The thesis will be in two parts: the first will present a study of the different ways of modeling the movement of farm animals in the literature and will propose a variant of these models adapted to our context. The second part will use the previously established model(s) to design break detection algorithms enabling the automatic detection of disturbances in the social organization of the herd (in order to identify the individuals involved) and the identification of disturbances in the individual behavior of each animal (in order to prevent incipient pathologies).

I chose this subject because I'm particularly sensitive to animal welfare and, more generally, to issues arising from agronomy and ecology. I think this project will be useful to both animal behavior researchers and veterinarians when they work on farms.

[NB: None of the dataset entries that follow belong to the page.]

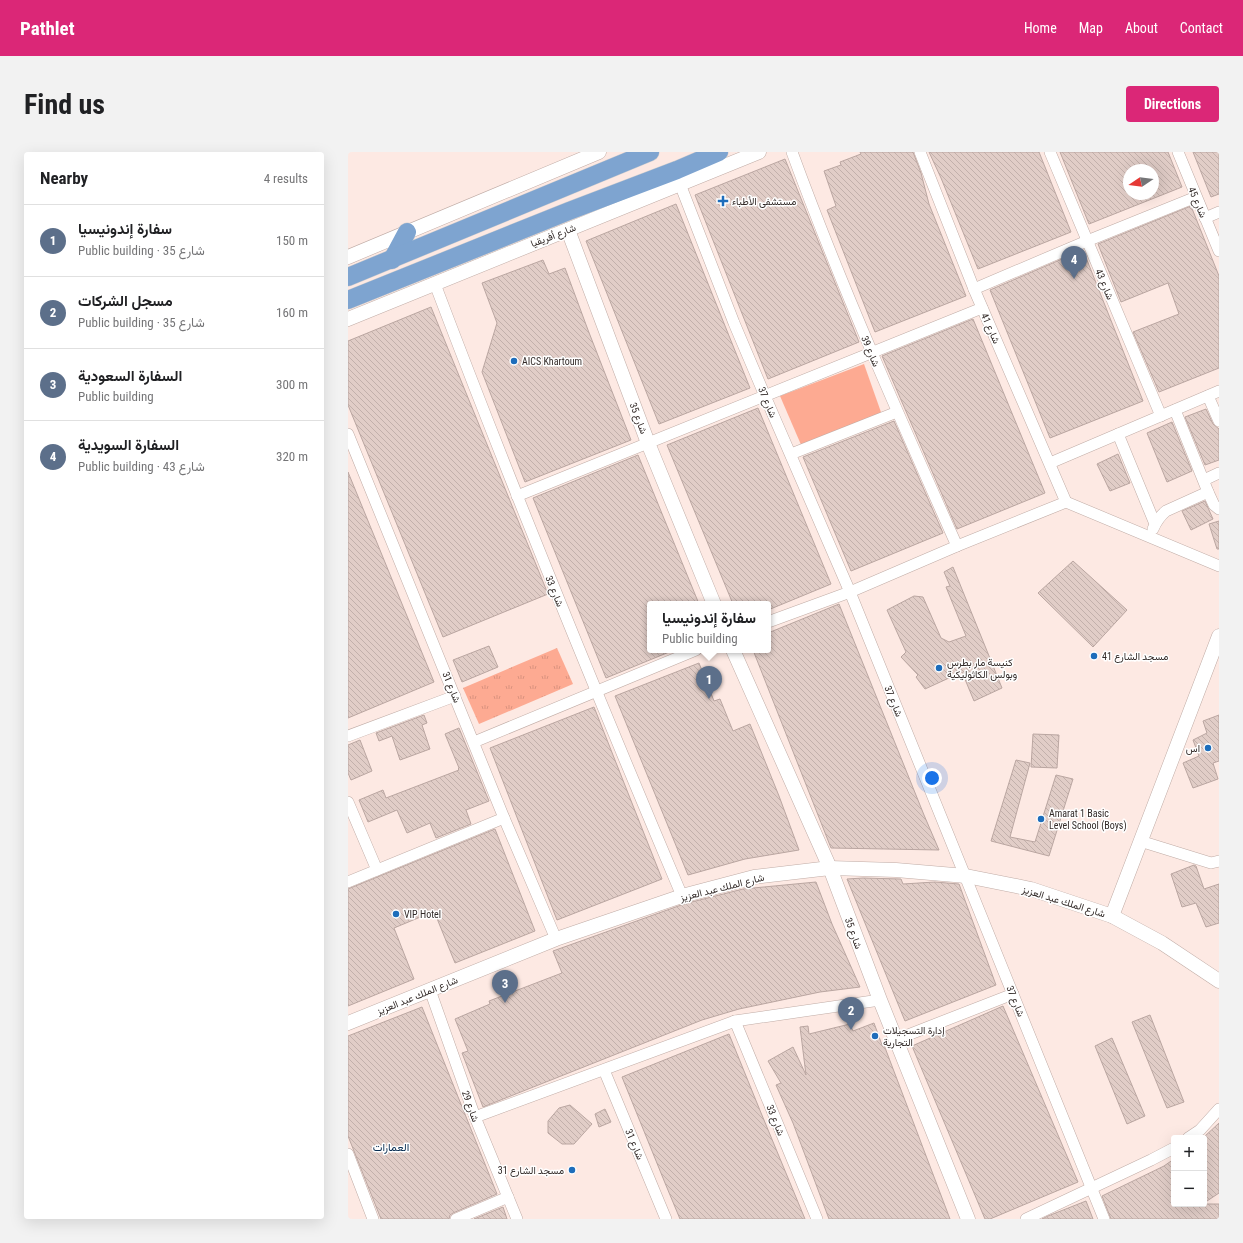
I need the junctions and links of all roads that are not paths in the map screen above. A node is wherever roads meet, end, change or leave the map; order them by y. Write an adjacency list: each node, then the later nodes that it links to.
1 (600, 152): 14 (street)
2 (650, 152): 18 (highway)
3 (720, 152): 22 (highway, شارع أفريقيا)
4 (759, 152): 9 (street, شارع أفريقيا)
5 (792, 152): 25 (street, شارع 39)
6 (920, 152): 21 (street, شارع 41)
7 (1050, 152): 15 (street, شارع 43)
8 (1178, 152): 10 (street, شارع 45)
9 (680, 184): 13 (street, شارع أفريقيا); 27 (street, شارع 37)
10 (1196, 196): 12 (street, شارع 45); 15 (street)
11 (1219, 212): 12 (street)
12 (1205, 218): 16 (street, شارع 45)
13 (568, 230): 20 (street, شارع أفريقيا); 35 (street, شارع 35)
14 (407, 232): 17 (street); 18 (highway)
15 (1087, 241): 21 (street); 31 (street, شارع 43)
16 (1219, 251)
17 (348, 257)
18 (392, 260): 19 (highway)
19 (348, 277)
20 (435, 284): 24 (street, شارع أفريقيا); 41 (street, شارع 33)
21 (974, 289): 23 (street, شارع 41)
22 (349, 301)
23 (982, 308): 25 (street); 37 (street, شارع 41)
24 (348, 319)
25 (871, 353): 27 (street); 30 (street, شارع 39)
26 (1219, 391): 28 (street)
27 (765, 396): 35 (street); 36 (street, شارع 37)
28 (1208, 396): 29 (street); 32 (street)
29 (1175, 410): 31 (street); 39 (street)
30 (897, 412): 36 (street); 46 (street, شارع 39)
31 (1161, 416): 34 (street)
32 (1219, 422)
33 (348, 434): 55 (street, شارع 31)
34 (1118, 434): 37 (street); 44 (street)
35 (648, 443): 41 (street); 49 (street, شارع 35)
36 (790, 454): 48 (street, شارع 37)
37 (1050, 463): 42 (street, شارع 41)
38 (1219, 473): 39 (street)
39 (1204, 480): 40 (street)
40 (1208, 492): 43 (street); 44 (street)
41 (517, 496): 54 (street, شارع 33)
42 (1066, 502): 45 (street); 46 (street)
43 (1219, 509)
44 (1155, 524): 45 (street)
45 (1150, 537): 47 (street)
46 (957, 546): 48 (street)
47 (1219, 566)
48 (850, 592): 50 (street); 64 (street, شارع 37)
49 (713, 601)
50 (771, 621)
51 (1219, 636): 60 (street, شارع الملك عبد العزيز)
52 (689, 653): 54 (street)
53 (734, 653): 62 (street, شارع 35)
54 (596, 692): 57 (street); 66 (street, شارع 33)
55 (456, 696): 56 (street); 57 (street, شارع 31)
56 (348, 736)
57 (474, 742): 59 (street, شارع 31)
58 (348, 802): 63 (street)
59 (504, 818): 63 (street); 68 (street, شارع 31)
60 (1140, 841): 61 (street); 67 (street, شارع الملك عبد العزيز)
61 (1219, 861)
62 (830, 868): 64 (street, شارع الملك عبد العزيز); 66 (street, شارع الملك عبد العزيز); 72 (street, شارع 35)
63 (377, 870): 65 (street)
64 (966, 876): 67 (street, شارع الملك عبد العزيز); 71 (street, شارع 37)
65 (348, 882)
66 (682, 896): 68 (street, شارع الملك عبد العزيز)
67 (1112, 916): 69 (street, شارع الملك عبد العزيز)
68 (556, 939): 70 (street, شارع الملك عبد العزيز)
69 (1219, 980)
70 (430, 990): 74 (street, شارع الملك عبد العزيز); 78 (street, شارع 29)
71 (1013, 994): 75 (street); 82 (street, شارع 37)
72 (880, 1000): 73 (street); 75 (street, شارع 35)
73 (735, 1021): 76 (street); 88 (street, شارع 33)
74 (348, 1023)
75 (895, 1040): 89 (street, شارع 35)
76 (604, 1070): 78 (street); 87 (street, شارع 31)
77 (1219, 1109): 79 (street)
78 (475, 1117): 83 (street, شارع 29)
79 (1192, 1135)
80 (1171, 1150): 82 (street)
81 (348, 1154): 84 (street)
82 (1092, 1188): 90 (street); 91 (street, شارع 37)
83 (508, 1197): 85 (street); 86 (street, شارع 29)
84 (373, 1219)
85 (456, 1219)
86 (517, 1219)
87 (666, 1219)
88 (817, 1219)
89 (968, 1219)
90 (1026, 1219)
91 (1104, 1219)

• Starting date : 1st November 2021
• University : Université de Montpellier
• PhD school : I2S – Information Structure Système
• Scientific field : Mathematics, IT
• Thesis management : Bertrand Cloez, UR Mistea, Inrae
• Thesis supervisors: Jean-Baptiste Menassol, UMR Selmet, Institut Agro
• Funding: #DigitAg – Inrae
• #DigitAg : Cofunded thesis – Axe 6 : Modélisation et simulation (systèmes de production agricole), Axe 2 : Innovations en agriculture numérique, Axe 3 : Capteurs, acquisition et gestion de données, Challenge 4 : Des productions animales durables

Keywords: Process statistics, Clustering - break detection, Stochastic modeling, Individual-centered model, Zootechnics, Animal behavior

Abstract: Animal production is one of the agricultural sectors with a heterogeneous operational deployment of ICTs. Ruminant breeding is a good example of this contrast with sectors such as dairy cattle, which are well supplied, and sectors with a more modest level of commercial digital equipment, such as suckling sheep. While there is no lack of sensors and associated tools, it is more a question of the relevance and reliability of the information that is derived from them, thanks to sufficiently precise and predictive algorithms that still need to be developed. The use of these new sensors creates the need for new methodologies, such as the modeling of social interactions from spatio-temporal data including advanced statistical inferences, to produce more accurate predictive information in real time. We propose to work on an interdisciplinary approach, using mathematical modeling, inferential statistics and the study of social behaviors. The aim of the thesis is to adapt these approaches to ruminant (cattle and sheep) movement data, in order to identify breaks in the social structure of a group of farm animals that could be early indicators of individual pathologies. For this purpose, the PhD student will set up new non-parametric statistical estimators for a new model of diffusion process interactions (based on existing models) that will allow the production of specific algorithms for clustering and/or detection of disruptions.